■ TASK DATA ■
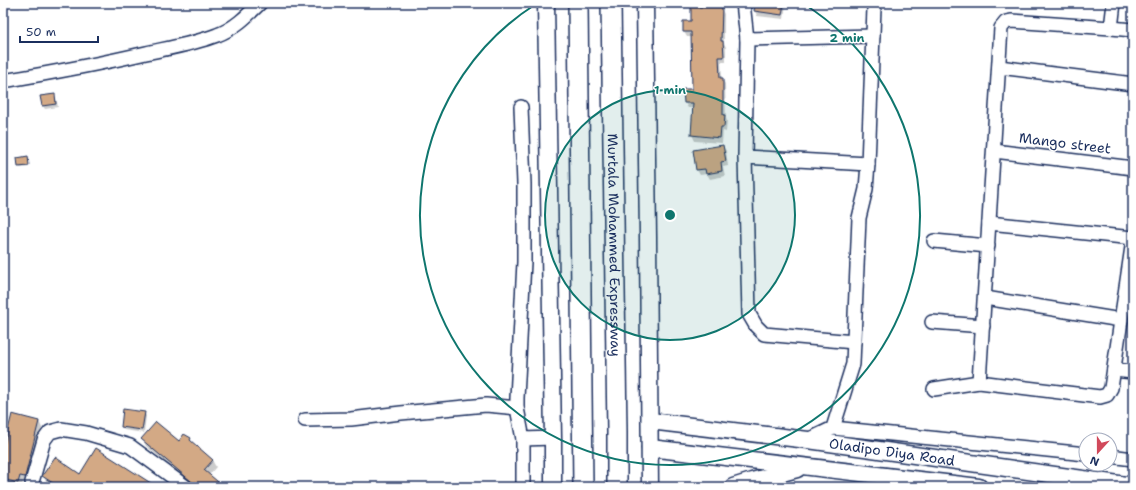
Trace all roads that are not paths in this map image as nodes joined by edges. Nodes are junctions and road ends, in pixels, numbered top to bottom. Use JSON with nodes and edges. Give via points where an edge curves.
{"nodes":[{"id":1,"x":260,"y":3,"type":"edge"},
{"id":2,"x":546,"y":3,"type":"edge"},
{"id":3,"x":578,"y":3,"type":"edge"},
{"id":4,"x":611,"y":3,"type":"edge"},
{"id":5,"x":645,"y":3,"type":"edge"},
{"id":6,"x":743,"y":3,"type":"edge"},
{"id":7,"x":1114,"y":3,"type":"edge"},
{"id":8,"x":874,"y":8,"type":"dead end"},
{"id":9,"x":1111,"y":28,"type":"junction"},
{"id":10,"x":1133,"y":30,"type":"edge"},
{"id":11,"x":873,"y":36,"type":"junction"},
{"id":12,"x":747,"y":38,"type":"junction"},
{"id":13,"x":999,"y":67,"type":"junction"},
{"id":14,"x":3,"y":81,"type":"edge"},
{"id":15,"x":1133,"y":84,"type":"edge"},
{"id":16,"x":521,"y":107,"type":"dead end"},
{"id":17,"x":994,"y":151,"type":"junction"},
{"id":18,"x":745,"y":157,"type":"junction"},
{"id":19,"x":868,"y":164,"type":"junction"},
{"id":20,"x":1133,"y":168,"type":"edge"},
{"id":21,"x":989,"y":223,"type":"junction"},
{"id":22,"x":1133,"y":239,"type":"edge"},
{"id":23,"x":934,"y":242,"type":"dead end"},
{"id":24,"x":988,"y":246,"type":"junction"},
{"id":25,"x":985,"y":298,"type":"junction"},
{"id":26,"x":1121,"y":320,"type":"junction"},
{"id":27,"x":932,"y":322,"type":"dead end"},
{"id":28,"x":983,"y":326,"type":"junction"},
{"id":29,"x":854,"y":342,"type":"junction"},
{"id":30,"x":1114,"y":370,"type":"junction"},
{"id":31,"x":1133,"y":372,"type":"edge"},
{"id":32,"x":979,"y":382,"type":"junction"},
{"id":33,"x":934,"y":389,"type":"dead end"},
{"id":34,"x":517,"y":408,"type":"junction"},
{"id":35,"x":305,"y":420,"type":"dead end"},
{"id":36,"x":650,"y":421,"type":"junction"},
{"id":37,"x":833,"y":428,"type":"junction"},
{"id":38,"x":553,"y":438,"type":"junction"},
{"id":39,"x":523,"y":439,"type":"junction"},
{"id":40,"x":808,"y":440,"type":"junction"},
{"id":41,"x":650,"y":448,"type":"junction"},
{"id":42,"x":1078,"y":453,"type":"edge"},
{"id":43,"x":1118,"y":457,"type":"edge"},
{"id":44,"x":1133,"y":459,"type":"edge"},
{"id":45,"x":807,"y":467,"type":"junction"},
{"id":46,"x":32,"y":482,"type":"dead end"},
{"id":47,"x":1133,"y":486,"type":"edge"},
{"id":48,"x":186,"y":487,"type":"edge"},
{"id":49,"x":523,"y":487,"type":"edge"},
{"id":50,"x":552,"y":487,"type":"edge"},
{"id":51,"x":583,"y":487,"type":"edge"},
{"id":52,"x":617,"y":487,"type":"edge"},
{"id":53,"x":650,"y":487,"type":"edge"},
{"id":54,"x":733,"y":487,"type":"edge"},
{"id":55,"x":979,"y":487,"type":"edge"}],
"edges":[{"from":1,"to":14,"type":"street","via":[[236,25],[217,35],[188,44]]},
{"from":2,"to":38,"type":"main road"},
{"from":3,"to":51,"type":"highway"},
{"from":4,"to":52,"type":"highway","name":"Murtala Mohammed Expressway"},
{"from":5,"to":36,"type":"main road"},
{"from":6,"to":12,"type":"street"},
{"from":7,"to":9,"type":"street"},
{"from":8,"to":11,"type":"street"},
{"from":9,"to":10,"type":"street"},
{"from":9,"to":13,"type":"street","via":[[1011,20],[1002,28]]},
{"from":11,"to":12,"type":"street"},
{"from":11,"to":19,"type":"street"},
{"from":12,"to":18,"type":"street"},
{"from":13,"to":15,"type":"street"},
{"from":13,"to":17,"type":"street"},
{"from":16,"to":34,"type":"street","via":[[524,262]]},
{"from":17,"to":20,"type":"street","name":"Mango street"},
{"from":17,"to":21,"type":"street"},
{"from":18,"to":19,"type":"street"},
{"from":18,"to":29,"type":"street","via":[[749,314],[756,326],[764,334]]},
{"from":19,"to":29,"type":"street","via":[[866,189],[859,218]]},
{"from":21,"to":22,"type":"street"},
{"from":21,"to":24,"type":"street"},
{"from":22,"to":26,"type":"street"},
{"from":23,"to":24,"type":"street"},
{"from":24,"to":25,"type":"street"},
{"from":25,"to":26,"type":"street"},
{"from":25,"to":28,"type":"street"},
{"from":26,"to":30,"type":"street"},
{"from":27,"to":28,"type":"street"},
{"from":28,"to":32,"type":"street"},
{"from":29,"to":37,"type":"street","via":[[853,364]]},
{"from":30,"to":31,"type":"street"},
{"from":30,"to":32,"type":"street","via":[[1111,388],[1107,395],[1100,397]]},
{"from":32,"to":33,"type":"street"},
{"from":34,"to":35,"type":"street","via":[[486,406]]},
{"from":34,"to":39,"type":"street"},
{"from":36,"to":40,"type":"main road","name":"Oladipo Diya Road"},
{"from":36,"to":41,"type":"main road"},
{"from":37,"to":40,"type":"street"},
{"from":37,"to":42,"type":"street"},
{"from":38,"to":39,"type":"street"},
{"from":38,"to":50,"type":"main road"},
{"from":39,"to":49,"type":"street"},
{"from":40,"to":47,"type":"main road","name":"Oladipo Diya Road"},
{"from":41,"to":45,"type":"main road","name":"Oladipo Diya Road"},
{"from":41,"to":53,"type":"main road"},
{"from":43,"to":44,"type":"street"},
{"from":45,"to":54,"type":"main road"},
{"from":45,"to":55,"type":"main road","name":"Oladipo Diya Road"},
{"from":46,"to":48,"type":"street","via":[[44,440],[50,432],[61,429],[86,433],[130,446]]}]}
...
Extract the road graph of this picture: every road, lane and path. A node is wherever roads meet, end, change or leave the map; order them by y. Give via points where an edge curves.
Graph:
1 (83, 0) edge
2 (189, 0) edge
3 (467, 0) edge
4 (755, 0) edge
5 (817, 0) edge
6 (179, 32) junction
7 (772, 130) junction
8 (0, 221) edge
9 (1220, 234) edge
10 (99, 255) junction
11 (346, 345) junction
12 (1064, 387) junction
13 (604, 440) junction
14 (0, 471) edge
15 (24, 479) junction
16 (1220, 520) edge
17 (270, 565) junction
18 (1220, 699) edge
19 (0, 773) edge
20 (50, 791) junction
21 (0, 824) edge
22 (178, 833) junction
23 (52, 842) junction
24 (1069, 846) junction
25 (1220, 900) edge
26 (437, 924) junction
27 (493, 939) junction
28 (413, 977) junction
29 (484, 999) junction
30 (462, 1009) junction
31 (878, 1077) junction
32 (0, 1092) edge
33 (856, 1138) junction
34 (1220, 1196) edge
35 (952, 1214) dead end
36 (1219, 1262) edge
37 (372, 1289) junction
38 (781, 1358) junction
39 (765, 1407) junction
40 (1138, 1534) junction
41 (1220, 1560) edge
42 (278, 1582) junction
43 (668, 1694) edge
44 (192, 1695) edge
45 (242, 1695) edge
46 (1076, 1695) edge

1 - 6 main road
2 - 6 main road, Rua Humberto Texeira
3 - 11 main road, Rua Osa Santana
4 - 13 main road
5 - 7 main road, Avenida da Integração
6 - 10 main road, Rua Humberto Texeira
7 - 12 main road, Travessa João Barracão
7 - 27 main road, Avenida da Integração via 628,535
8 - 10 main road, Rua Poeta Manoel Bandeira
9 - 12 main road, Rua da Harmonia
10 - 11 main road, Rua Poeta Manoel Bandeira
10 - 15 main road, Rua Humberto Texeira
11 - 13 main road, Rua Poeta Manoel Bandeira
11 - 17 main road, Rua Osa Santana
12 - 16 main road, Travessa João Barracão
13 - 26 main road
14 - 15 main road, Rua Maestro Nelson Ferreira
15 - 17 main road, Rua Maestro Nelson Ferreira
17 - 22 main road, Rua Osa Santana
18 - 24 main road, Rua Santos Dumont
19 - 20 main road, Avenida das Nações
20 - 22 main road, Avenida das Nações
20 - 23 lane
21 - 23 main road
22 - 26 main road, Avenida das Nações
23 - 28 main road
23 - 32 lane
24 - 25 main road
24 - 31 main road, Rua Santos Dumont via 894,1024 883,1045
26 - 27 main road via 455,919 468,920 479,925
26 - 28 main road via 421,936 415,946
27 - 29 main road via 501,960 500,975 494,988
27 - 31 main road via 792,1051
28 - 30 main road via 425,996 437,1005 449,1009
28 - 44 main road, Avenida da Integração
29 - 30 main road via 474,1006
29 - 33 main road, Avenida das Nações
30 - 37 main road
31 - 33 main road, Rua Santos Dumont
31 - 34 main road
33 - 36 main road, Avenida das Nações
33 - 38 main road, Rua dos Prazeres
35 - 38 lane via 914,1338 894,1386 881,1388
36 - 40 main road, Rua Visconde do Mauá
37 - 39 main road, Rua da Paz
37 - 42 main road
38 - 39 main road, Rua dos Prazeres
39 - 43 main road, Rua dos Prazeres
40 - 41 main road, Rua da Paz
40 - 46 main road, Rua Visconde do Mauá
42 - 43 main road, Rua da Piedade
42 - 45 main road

■ YOUR GOAL ■
Work through the material above. Then report how many of its lines contain "roads", and only that.

■ YOUR SOLUTION ■
2